Review: Amadeus Chamber Orchestra play Bach Keyboard Concertos

The Amadeus Chamber Orchestra of Polish Radio with their conductor Anna Duczmal-Mróz are a modest but proud bunch with a fierce attention to detail. They play a joint programme with the London Mozart Players in concerts this coming weekend in London and Edinburgh.

Their concert on Sunday 17 November in Poznan was an interesting highlight of my year. Efficient front of house procedures at AMU Concert Hall in Poznan, and generous uncluttered open spaces for audience members both inside and outside the auditorium, combined with a simple programme of four Bach keyboard concertos with ever more increasing numbers of pianos, made this concert fly by. These elements – distractions eliminated – increased attentive listening.

Dimitry Shishkin’s performance of BWV 1056 appeared sedate initially though retained a sense of elegance to it in the opening movement. The fortissimos combined with romantic textures from the strings sometimes made the first movement feel a little leaden.

The generous acoustic – billowy in rich textures, favouring detail in more pared-back orchestrations – did sometimes demand a faster pace to help keep moving things along.
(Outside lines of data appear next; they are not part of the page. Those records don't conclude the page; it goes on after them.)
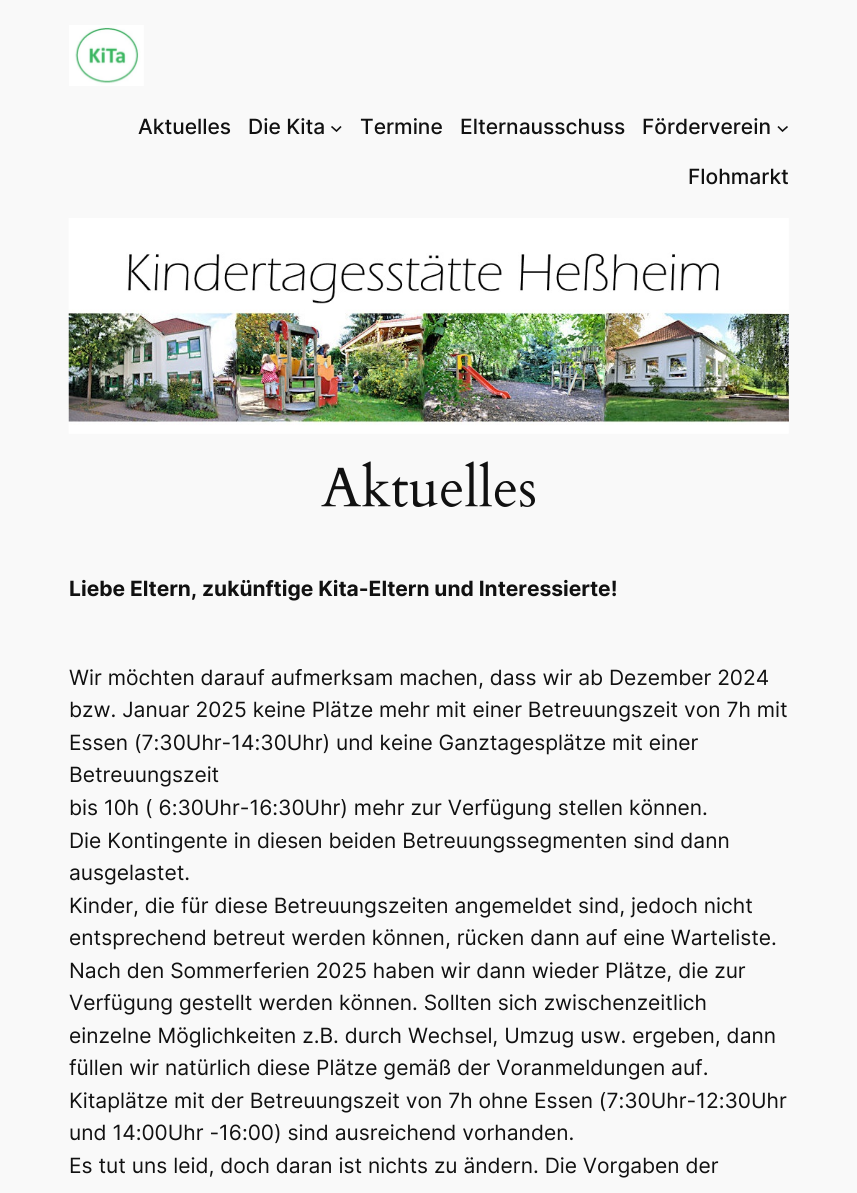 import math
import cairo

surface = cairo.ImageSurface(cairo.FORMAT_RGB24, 857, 1193)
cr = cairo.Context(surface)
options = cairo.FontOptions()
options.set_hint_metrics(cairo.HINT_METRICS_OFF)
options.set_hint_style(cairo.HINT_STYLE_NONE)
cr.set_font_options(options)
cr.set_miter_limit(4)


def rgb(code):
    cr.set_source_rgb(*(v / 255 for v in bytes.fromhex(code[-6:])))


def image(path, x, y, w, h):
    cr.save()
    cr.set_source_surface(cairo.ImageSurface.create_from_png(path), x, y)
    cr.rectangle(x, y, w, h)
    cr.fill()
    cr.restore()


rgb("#f9f9f9")
cr.paint()
image("img/1.png", 69, 25, 75, 61)
cr.new_path()
cr.move_to(331.5, 126.5)
cr.line_to(336.5, 131)
cr.line_to(341, 126.5)
rgb("#111111")
cr.set_line_width(1.6)
cr.stroke()
cr.new_path()
cr.move_to(778, 126.5)
cr.line_to(782.5, 131)
cr.line_to(787.5, 126.5)
cr.stroke()
image("img/2.png", 68, 218, 721, 216)
image("img/3.png", 321, 461, 214, 46)
cr.select_font_face("Inter Medium")
cr.set_font_size(21)
for x, y, s in [
    (138, 134, "Aktuelles"),
    (248, 134, "Die Kita"),
    (360, 134, "Termine"),
    (460, 134, "Elternausschuss"),
    (642, 134, "Förderverein"),
    (688, 184, "Flohmarkt"),
]:
    cr.move_to(x, y)
    cr.show_text(s)
cr.select_font_face("Inter", cairo.FONT_SLANT_NORMAL, cairo.FONT_WEIGHT_BOLD)
cr.move_to(69, 596)
cr.show_text("Liebe Eltern, zukünftige Kita-Eltern und Interessierte!")
cr.select_font_face("Inter")
for x, y, s in [
    (69, 685, "Wir möchten darauf aufmerksam machen, dass wir ab Dezember 2024"),
    (69, 717, "bzw. Januar 2025 keine Plätze mehr mit einer Betreuungszeit von 7h mit"),
    (69, 750, "Essen (7:30Uhr-14:30Uhr) und keine Ganztagesplätze mit einer"),
    (69, 782, "Betreuungszeit"),
    (69, 815, "bis 10h ( 6:30Uhr-16:30Uhr) mehr zur Verfügung stellen können."),
    (69, 848, "Die Kontingente in diesen beiden Betreuungssegmenten sind dann"),
    (69, 880, "ausgelastet."),
    (69, 913, "Kinder, die für diese Betreuungszeiten angemeldet sind, jedoch nicht"),
    (69, 945, "entsprechend betreut werden können, rücken dann auf eine Warteliste."),
    (69, 978, "Nach den Sommerferien 2025 haben wir dann wieder Plätze, die zur"),
    (69, 1010, "Verfügung gestellt werden können. Sollten sich zwischenzeitlich"),
    (69, 1043, "einzelne Möglichkeiten z.B. durch Wechsel, Umzug usw. ergeben, dann"),
    (69, 1075, "füllen wir natürlich diese Plätze gemäß der Voranmeldungen auf."),
    (69, 1108, "Kitaplätze mit der Betreuungszeit von 7h ohne Essen (7:30Uhr-12:30Uhr"),
    (69, 1140, "und 14:00Uhr -16:00) sind ausreichend vorhanden."),
    (69, 1173, "Es tut uns leid, doch daran ist nichts zu ändern. Die Vorgaben der"),
]:
    cr.move_to(x, y)
    cr.show_text(s)
surface.write_to_png("page.png")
An appreciation that the acoustic was an additional ‘performer’ in the mix really became apparent in BWV 1062 for two keyboards featuring Paweł Wakarecy and Lukas Geniušas.

With more piano in the mix, the balance was made right, the acoustic supporting the interplay between the two instruments and amplifying the antiphonal effects written into the two solo lines.
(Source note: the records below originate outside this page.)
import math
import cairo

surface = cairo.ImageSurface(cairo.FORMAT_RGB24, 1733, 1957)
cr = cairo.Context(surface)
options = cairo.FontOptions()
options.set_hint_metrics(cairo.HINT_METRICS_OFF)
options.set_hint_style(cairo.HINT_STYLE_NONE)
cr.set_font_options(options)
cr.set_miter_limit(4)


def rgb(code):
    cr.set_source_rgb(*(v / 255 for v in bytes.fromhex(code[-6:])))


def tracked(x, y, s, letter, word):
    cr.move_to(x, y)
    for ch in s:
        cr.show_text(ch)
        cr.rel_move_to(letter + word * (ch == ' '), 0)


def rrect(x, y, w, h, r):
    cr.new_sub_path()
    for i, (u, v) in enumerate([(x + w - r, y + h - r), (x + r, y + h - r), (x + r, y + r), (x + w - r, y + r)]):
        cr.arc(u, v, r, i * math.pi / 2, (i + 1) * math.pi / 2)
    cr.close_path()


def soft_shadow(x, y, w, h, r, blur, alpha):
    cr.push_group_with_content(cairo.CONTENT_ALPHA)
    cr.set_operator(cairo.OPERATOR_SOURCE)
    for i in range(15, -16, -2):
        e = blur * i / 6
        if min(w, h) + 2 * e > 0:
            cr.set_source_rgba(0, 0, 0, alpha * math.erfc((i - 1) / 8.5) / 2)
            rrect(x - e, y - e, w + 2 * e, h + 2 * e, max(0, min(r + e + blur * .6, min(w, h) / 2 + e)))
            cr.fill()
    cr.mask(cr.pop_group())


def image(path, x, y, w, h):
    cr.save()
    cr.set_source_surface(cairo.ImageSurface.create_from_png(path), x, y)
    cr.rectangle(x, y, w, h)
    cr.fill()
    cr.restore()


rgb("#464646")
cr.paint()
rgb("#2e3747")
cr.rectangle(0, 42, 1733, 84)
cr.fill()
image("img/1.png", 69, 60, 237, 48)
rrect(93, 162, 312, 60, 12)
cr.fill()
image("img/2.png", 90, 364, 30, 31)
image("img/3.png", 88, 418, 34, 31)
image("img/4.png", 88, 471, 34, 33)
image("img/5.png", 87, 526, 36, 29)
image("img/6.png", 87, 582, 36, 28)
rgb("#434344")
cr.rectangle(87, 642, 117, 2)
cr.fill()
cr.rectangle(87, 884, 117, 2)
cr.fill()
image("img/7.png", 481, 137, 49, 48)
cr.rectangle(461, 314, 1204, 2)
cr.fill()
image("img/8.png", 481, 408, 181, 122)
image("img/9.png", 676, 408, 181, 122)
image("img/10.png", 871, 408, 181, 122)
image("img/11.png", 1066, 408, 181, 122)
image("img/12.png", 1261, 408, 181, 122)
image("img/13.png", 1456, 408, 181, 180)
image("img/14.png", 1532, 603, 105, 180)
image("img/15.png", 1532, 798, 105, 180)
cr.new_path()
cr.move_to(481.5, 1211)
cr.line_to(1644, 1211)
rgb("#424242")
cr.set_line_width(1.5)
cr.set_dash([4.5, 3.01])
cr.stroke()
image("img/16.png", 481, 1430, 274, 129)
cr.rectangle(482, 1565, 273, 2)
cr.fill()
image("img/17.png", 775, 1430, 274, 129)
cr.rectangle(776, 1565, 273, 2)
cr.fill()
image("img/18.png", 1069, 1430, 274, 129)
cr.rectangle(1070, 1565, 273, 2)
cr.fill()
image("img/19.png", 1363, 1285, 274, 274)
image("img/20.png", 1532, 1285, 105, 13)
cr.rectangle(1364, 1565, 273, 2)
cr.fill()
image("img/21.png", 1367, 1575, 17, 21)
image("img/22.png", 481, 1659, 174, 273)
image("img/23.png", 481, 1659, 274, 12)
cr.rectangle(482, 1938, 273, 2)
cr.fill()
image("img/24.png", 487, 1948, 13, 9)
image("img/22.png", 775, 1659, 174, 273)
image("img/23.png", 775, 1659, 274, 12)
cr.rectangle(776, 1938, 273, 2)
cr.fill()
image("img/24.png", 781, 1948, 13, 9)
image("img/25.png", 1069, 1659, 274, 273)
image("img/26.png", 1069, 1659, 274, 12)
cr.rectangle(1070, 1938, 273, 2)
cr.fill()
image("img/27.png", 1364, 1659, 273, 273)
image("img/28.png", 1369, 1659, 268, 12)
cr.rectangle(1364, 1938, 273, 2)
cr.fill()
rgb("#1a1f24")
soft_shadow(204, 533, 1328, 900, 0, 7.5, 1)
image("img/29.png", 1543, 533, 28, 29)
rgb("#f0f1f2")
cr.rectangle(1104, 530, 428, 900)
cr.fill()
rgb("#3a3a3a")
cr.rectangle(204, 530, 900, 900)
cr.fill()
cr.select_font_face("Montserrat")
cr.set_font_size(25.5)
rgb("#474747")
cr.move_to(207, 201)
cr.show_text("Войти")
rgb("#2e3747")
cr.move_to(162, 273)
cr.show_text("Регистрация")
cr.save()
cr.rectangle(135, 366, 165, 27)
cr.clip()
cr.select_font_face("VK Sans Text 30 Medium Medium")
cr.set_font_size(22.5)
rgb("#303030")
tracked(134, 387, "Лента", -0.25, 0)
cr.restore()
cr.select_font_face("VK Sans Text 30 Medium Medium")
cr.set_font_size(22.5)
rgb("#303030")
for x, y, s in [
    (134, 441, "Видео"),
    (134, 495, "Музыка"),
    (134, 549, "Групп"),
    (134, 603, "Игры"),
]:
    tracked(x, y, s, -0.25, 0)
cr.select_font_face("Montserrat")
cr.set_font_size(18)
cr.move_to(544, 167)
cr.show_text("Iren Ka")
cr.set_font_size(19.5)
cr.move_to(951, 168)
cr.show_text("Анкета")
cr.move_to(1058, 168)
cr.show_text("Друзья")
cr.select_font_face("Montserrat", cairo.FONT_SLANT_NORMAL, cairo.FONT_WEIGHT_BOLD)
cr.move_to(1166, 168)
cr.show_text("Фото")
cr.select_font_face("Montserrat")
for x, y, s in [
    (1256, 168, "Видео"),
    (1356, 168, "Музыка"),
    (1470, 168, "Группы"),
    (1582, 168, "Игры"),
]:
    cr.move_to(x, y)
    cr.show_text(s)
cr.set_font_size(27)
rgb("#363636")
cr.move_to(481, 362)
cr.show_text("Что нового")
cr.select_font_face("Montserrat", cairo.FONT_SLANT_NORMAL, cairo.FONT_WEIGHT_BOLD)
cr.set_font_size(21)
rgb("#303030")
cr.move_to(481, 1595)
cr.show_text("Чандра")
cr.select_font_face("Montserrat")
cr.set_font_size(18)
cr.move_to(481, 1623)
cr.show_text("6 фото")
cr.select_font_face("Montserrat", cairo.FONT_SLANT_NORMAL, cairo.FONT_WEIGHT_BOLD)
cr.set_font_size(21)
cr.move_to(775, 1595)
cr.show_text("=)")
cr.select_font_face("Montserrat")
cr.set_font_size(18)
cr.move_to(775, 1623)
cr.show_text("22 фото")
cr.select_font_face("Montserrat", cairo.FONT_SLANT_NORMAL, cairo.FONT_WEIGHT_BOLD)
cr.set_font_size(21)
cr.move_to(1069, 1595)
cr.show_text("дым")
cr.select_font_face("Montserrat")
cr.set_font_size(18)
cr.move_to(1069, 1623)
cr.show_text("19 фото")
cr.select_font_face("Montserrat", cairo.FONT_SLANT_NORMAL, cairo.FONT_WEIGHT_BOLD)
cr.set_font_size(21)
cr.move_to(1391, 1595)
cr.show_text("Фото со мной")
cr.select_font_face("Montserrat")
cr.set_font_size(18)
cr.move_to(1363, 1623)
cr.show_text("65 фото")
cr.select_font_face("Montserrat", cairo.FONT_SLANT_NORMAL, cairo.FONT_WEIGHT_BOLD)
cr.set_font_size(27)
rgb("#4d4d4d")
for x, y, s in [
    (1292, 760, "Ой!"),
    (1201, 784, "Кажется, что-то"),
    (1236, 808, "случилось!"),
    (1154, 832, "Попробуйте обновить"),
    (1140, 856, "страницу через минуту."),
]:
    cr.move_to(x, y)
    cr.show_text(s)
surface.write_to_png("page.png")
Though there were moments when it felt like ensemble and soloists were slightly running ahead during the second movement, there was tenderness and delicacy that rooted us in the approach taken for the concerto.

The challenge then for all on stage given the efficiency of the event and the works programme became ever more obvious as each successive concerto added another keyboard to the platform: orchestral players and soloists getting accustomed to an ever more expansive sound world as the concert went on.

By the third concerto – BWV 1064 – the balance was assured allowing space for joyous cascades across all three instruments in the first and third movements, with a thought-provoking darker more contemplative second movement sandwiched in between.

The question: are the three keyboards separate solo lines in their own right, or is the combination of the three one entire solo line? I’m still not entirely clear. Perhaps it doesn’t really matter.

The most striking change came about in the final concerto – BWV 1065. Three of the four soloists shifted position to a different keyboard, bringing about greater clarity, a more resounding demonstration of ensemble especially with the delicate endings to phrases, and the final movement a joyous cavalcade of textures. Considerable industry abounded, the strings creating a pleasing cushion of sound.